Jasveen Sangha, apelidada pela imprensa de 'rainha da cetamina', foi sentenciada a 15 anos de prisão nesta quarta-feira (8) por ter fornecido a dose de cetamina que levou à morte do ator Matthew Perry, astro de Friends, em outubro de 2023. A pena marca um desfecho relevante em um caso que recebeu ampla repercussão entre fãs e mídia.
Como parte de um acordo judicial, Sangha admitiu ter atuado com outro traficante na venda de dezenas de frascos de cetamina ao ator, inclusive aquilo que resultou na overdose fatal. No ano anterior, ela havia se declarado culpada de múltiplas acusações — entre elas distribuição de cetamina que causou morte ou lesão grave e operação de uma casa de drogas — e chegou a enfrentar risco teórico de até 65 anos de prisão.
Documentos do processo e o memorando de sentença apresentados pelos promotores descrevem uma operação montada na residência da ré, em North Hollywood, onde drogas eram armazenadas, embaladas e comercializadas desde pelo menos 2019. Os investigadores também apontaram gravações em que Sangha fala de estratégias de marketing e direitos editoriais, o que, segundo os promotores, sinalizaria pouco remorso. Outro caso ligado à rede envolveu a morte de Cody McLaury, que teria consumido frascos comprados de Sangha.

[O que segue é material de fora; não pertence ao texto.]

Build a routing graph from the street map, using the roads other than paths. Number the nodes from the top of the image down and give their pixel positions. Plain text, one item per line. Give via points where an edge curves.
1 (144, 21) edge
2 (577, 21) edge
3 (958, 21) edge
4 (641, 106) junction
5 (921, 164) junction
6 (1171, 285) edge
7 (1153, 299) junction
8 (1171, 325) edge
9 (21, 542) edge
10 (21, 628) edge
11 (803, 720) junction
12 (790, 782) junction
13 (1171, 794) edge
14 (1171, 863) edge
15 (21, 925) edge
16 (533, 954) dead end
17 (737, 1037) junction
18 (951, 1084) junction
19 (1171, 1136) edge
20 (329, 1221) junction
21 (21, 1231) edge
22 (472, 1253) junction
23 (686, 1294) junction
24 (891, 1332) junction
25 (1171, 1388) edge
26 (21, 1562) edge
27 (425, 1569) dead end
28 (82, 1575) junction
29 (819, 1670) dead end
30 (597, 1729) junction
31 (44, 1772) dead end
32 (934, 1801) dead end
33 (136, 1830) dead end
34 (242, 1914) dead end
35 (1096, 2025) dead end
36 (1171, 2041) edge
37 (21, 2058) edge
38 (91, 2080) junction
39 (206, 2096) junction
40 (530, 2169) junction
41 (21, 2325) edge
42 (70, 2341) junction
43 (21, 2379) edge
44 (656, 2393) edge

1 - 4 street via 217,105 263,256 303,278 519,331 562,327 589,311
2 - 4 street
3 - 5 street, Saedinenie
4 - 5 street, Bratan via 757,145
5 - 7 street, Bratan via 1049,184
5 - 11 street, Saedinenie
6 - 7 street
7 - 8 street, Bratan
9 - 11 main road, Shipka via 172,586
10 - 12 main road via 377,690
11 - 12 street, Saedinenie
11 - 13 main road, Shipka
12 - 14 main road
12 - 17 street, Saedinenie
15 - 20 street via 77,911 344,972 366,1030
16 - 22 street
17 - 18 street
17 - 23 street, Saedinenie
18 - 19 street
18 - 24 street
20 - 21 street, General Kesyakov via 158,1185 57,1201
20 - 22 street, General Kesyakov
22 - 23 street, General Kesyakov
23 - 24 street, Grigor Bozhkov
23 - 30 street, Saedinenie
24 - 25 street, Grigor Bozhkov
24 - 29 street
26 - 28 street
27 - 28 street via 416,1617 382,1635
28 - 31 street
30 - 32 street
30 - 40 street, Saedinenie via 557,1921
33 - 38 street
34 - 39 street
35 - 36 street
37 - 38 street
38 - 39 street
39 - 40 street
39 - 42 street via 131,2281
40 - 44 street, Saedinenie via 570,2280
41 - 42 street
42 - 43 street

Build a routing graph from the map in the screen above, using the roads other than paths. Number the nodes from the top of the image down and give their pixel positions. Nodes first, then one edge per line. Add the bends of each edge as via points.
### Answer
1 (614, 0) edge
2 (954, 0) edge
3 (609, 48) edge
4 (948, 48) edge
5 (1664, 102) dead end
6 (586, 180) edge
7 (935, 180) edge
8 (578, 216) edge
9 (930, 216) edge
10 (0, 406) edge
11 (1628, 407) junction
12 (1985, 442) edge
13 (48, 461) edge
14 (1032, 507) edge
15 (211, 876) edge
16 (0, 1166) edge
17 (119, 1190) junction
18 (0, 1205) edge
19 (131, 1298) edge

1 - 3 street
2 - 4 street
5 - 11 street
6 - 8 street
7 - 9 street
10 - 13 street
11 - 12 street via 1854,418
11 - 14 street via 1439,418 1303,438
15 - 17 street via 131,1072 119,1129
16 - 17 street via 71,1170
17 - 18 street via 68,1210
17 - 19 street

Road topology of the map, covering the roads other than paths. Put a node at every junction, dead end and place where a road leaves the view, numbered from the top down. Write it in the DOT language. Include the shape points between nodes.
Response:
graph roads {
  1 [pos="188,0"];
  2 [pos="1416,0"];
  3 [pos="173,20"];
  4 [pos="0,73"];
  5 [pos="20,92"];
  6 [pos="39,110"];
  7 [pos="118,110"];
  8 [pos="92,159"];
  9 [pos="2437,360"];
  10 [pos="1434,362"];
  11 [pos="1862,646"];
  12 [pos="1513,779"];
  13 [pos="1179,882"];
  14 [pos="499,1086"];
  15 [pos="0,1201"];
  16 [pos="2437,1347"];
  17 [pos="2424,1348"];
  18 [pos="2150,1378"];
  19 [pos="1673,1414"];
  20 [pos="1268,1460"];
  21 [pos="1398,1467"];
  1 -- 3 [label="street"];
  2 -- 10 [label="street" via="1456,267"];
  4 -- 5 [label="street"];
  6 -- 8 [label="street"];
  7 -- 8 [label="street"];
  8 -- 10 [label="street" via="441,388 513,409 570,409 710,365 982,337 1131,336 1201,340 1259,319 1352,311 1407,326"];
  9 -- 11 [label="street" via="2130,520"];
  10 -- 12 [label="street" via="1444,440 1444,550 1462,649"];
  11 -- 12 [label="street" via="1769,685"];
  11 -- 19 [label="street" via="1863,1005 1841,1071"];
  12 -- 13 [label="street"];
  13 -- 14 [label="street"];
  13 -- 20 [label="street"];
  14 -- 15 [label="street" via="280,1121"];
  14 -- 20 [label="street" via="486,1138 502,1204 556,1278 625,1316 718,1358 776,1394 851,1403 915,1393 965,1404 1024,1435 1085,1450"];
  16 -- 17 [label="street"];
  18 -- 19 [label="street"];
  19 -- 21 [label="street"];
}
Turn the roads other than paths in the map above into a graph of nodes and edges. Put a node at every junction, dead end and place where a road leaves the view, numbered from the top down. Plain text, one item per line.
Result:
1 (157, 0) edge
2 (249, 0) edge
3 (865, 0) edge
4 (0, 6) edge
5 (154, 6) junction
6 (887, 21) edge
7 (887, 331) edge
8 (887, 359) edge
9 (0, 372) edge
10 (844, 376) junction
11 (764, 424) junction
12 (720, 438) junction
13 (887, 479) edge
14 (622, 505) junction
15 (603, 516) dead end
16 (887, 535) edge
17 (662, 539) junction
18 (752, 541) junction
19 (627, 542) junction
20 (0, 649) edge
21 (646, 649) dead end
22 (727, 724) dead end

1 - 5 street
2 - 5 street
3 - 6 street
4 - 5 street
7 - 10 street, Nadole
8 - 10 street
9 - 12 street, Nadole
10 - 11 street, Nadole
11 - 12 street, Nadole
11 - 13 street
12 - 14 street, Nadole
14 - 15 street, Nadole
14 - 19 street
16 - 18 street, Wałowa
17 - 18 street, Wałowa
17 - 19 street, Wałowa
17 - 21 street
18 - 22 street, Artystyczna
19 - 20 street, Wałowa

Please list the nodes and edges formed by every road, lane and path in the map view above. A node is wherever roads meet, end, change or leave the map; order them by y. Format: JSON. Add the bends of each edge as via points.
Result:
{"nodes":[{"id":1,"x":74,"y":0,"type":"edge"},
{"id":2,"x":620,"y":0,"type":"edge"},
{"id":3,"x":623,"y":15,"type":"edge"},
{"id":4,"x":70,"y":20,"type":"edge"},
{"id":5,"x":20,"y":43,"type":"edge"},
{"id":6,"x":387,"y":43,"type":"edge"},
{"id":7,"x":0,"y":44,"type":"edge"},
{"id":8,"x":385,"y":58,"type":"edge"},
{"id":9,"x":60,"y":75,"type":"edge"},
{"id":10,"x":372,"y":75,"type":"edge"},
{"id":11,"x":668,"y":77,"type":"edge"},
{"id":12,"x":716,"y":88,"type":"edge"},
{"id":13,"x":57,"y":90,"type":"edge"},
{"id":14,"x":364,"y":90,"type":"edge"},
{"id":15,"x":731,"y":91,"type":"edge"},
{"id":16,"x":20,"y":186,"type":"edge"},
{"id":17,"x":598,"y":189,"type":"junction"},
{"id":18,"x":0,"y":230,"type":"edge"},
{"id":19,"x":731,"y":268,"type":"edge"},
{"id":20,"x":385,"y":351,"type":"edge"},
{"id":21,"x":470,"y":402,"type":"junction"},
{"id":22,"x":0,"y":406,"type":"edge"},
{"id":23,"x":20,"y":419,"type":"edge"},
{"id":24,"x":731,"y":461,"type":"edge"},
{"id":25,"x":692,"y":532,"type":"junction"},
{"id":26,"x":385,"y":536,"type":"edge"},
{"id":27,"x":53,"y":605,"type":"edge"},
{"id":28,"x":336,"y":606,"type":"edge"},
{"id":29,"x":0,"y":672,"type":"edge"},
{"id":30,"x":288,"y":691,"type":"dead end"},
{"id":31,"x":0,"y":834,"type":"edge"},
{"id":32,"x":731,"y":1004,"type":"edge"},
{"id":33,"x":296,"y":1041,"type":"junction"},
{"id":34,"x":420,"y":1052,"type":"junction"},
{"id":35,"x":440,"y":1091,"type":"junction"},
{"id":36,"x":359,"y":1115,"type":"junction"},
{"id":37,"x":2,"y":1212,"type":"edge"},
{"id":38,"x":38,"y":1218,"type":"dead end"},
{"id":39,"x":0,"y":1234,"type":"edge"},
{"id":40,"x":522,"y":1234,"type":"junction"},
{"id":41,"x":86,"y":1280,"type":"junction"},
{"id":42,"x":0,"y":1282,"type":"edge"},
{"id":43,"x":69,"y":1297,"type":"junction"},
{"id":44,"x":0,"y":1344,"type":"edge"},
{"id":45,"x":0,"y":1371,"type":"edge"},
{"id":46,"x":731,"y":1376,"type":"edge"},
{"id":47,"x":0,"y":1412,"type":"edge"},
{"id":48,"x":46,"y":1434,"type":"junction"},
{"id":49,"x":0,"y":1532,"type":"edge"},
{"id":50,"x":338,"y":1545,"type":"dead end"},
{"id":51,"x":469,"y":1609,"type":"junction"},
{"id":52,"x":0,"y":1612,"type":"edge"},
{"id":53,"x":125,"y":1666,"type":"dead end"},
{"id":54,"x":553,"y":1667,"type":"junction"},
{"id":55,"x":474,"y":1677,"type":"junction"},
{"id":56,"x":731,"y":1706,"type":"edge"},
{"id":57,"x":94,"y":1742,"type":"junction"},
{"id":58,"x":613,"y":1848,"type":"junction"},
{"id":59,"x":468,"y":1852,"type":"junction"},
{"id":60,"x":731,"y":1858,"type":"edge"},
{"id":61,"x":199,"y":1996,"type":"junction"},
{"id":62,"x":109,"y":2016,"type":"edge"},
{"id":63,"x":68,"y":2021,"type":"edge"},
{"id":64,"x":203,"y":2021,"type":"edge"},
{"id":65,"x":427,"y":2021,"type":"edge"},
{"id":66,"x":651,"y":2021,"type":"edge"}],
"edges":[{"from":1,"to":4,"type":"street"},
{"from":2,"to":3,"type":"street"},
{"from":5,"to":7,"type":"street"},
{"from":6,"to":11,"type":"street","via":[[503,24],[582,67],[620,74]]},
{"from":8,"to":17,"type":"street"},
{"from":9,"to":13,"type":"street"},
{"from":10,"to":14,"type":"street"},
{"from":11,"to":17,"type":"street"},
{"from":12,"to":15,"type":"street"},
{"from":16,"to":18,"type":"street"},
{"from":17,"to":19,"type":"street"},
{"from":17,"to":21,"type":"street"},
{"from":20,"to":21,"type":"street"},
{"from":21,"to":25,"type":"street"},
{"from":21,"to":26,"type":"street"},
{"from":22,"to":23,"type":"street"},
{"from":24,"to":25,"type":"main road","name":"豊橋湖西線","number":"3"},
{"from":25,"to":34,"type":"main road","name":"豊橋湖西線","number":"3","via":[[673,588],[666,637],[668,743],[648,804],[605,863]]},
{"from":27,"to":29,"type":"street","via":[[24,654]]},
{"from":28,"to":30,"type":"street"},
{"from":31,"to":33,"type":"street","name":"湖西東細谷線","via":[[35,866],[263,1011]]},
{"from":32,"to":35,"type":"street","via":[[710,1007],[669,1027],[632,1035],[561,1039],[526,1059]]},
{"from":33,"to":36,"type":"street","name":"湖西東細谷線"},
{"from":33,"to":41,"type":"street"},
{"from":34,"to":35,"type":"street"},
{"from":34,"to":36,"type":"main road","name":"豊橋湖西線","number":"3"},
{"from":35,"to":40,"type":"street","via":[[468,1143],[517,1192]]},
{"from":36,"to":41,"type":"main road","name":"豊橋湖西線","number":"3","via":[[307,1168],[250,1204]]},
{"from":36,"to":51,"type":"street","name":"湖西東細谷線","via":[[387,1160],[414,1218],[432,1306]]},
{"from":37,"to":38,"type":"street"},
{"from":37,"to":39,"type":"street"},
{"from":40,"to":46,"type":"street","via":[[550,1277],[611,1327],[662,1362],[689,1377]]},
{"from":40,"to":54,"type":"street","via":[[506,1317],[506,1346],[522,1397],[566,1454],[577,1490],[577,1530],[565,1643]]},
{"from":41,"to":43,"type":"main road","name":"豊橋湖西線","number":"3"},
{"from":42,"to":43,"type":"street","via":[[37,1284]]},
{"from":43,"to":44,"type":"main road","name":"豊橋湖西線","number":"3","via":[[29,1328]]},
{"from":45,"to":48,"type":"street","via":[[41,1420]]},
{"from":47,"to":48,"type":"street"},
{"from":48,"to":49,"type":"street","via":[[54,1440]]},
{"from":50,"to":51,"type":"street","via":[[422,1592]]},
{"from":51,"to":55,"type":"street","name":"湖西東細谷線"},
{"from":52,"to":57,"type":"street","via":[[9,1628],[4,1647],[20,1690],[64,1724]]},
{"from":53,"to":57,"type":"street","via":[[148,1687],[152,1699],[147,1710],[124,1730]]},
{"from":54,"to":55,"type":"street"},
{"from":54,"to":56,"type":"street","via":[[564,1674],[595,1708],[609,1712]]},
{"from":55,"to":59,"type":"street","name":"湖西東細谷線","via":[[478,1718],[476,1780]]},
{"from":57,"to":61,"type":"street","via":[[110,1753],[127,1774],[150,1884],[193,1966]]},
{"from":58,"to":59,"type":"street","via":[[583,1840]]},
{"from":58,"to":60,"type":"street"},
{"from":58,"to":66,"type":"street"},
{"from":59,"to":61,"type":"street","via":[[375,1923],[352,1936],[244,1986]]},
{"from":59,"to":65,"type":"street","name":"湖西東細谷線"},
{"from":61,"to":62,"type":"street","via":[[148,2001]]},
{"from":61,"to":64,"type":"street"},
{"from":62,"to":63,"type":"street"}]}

O episódio de Perry — encontrado na banheira de sua casa, com a autópsia apontando altos níveis de cetamina — desencadeou um processo que já resultou em outras condenações: o médico Salvador Plasencia foi sentenciado a 30 meses em dezembro de 2025, e ainda há outros réus apontados como participantes da conspiração. Para o público, a sentença de Sangha traz fechamento judicial a um caso que chocou e reacende o debate sobre o uso recreativo da cetamina e a responsabilidade de quem a fornece.